---- Source material

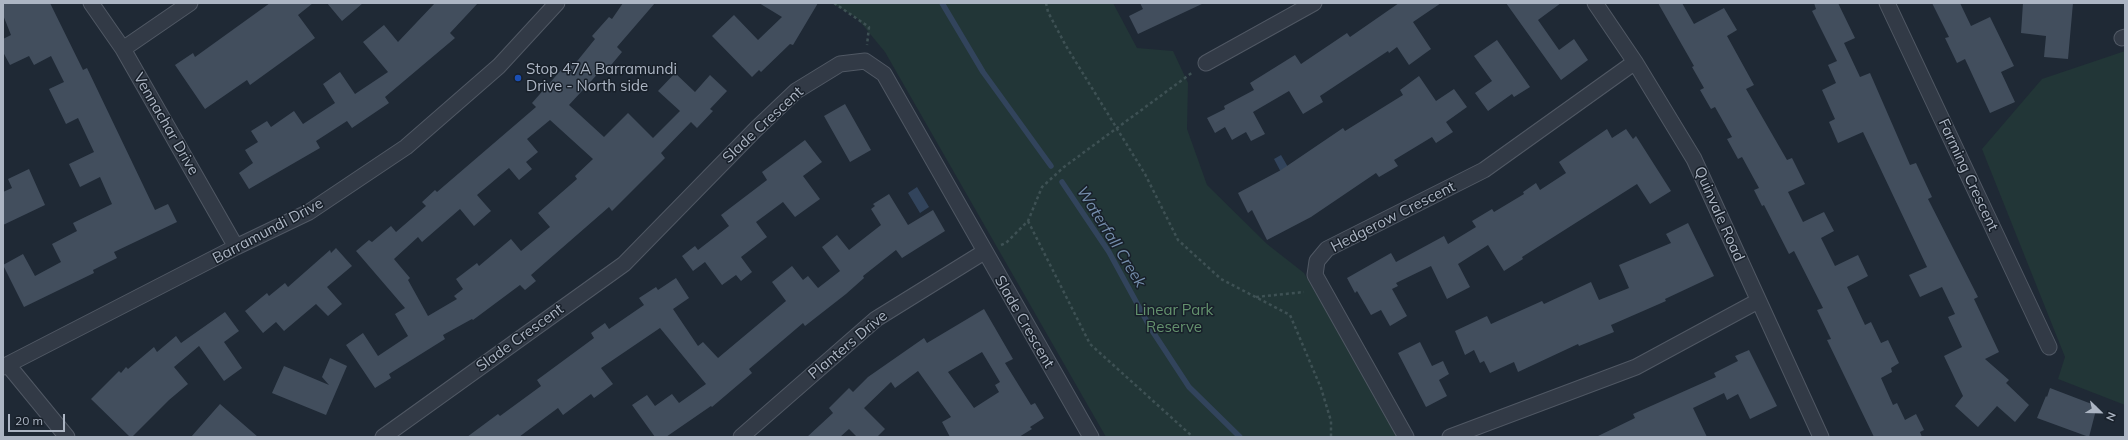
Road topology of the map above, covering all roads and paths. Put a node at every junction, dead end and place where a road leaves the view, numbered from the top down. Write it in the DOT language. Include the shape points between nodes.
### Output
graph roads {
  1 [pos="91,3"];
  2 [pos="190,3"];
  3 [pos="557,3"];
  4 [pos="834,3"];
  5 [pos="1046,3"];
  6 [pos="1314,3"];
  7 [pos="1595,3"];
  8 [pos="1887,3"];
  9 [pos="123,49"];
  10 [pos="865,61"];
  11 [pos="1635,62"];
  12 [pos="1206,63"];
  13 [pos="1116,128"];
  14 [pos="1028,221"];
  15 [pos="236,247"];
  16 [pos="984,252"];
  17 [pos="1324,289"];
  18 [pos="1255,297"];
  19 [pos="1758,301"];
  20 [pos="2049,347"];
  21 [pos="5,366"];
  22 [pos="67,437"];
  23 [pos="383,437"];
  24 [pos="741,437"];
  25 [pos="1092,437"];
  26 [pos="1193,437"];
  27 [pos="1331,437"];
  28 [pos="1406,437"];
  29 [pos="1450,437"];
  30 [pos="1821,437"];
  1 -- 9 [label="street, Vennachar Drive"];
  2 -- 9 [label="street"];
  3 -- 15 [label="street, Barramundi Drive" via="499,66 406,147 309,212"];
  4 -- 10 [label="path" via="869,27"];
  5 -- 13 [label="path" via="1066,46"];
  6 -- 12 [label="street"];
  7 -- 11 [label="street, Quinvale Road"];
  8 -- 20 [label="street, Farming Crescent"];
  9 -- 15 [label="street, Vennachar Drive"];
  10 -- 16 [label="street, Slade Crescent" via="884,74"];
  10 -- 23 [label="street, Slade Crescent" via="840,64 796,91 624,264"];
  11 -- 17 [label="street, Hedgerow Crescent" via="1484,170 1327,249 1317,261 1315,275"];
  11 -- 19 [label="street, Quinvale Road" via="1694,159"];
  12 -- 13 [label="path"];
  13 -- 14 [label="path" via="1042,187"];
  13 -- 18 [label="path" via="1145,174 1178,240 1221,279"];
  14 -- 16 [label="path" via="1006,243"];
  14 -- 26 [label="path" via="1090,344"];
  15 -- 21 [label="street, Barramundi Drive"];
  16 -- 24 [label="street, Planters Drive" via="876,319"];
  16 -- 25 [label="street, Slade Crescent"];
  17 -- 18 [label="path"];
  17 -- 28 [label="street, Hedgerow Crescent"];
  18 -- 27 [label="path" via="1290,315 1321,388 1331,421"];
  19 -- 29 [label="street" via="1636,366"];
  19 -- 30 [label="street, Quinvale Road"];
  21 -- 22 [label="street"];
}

--------

Problem statement
Each record above must be retyped exactly, minus its pictures.

Response box
Road topology of the map above, covering all roads and paths. Put a node at every junction, dead end and place where a road leaves the view, numbered from the top down. Write it in the DOT language. Include the shape points between nodes.
### Output
graph roads {
  1 [pos="91,3"];
  2 [pos="190,3"];
  3 [pos="557,3"];
  4 [pos="834,3"];
  5 [pos="1046,3"];
  6 [pos="1314,3"];
  7 [pos="1595,3"];
  8 [pos="1887,3"];
  9 [pos="123,49"];
  10 [pos="865,61"];
  11 [pos="1635,62"];
  12 [pos="1206,63"];
  13 [pos="1116,128"];
  14 [pos="1028,221"];
  15 [pos="236,247"];
  16 [pos="984,252"];
  17 [pos="1324,289"];
  18 [pos="1255,297"];
  19 [pos="1758,301"];
  20 [pos="2049,347"];
  21 [pos="5,366"];
  22 [pos="67,437"];
  23 [pos="383,437"];
  24 [pos="741,437"];
  25 [pos="1092,437"];
  26 [pos="1193,437"];
  27 [pos="1331,437"];
  28 [pos="1406,437"];
  29 [pos="1450,437"];
  30 [pos="1821,437"];
  1 -- 9 [label="street, Vennachar Drive"];
  2 -- 9 [label="street"];
  3 -- 15 [label="street, Barramundi Drive" via="499,66 406,147 309,212"];
  4 -- 10 [label="path" via="869,27"];
  5 -- 13 [label="path" via="1066,46"];
  6 -- 12 [label="street"];
  7 -- 11 [label="street, Quinvale Road"];
  8 -- 20 [label="street, Farming Crescent"];
  9 -- 15 [label="street, Vennachar Drive"];
  10 -- 16 [label="street, Slade Crescent" via="884,74"];
  10 -- 23 [label="street, Slade Crescent" via="840,64 796,91 624,264"];
  11 -- 17 [label="street, Hedgerow Crescent" via="1484,170 1327,249 1317,261 1315,275"];
  11 -- 19 [label="street, Quinvale Road" via="1694,159"];
  12 -- 13 [label="path"];
  13 -- 14 [label="path" via="1042,187"];
  13 -- 18 [label="path" via="1145,174 1178,240 1221,279"];
  14 -- 16 [label="path" via="1006,243"];
  14 -- 26 [label="path" via="1090,344"];
  15 -- 21 [label="street, Barramundi Drive"];
  16 -- 24 [label="street, Planters Drive" via="876,319"];
  16 -- 25 [label="street, Slade Crescent"];
  17 -- 18 [label="path"];
  17 -- 28 [label="street, Hedgerow Crescent"];
  18 -- 27 [label="path" via="1290,315 1321,388 1331,421"];
  19 -- 29 [label="street" via="1636,366"];
  19 -- 30 [label="street, Quinvale Road"];
  21 -- 22 [label="street"];
}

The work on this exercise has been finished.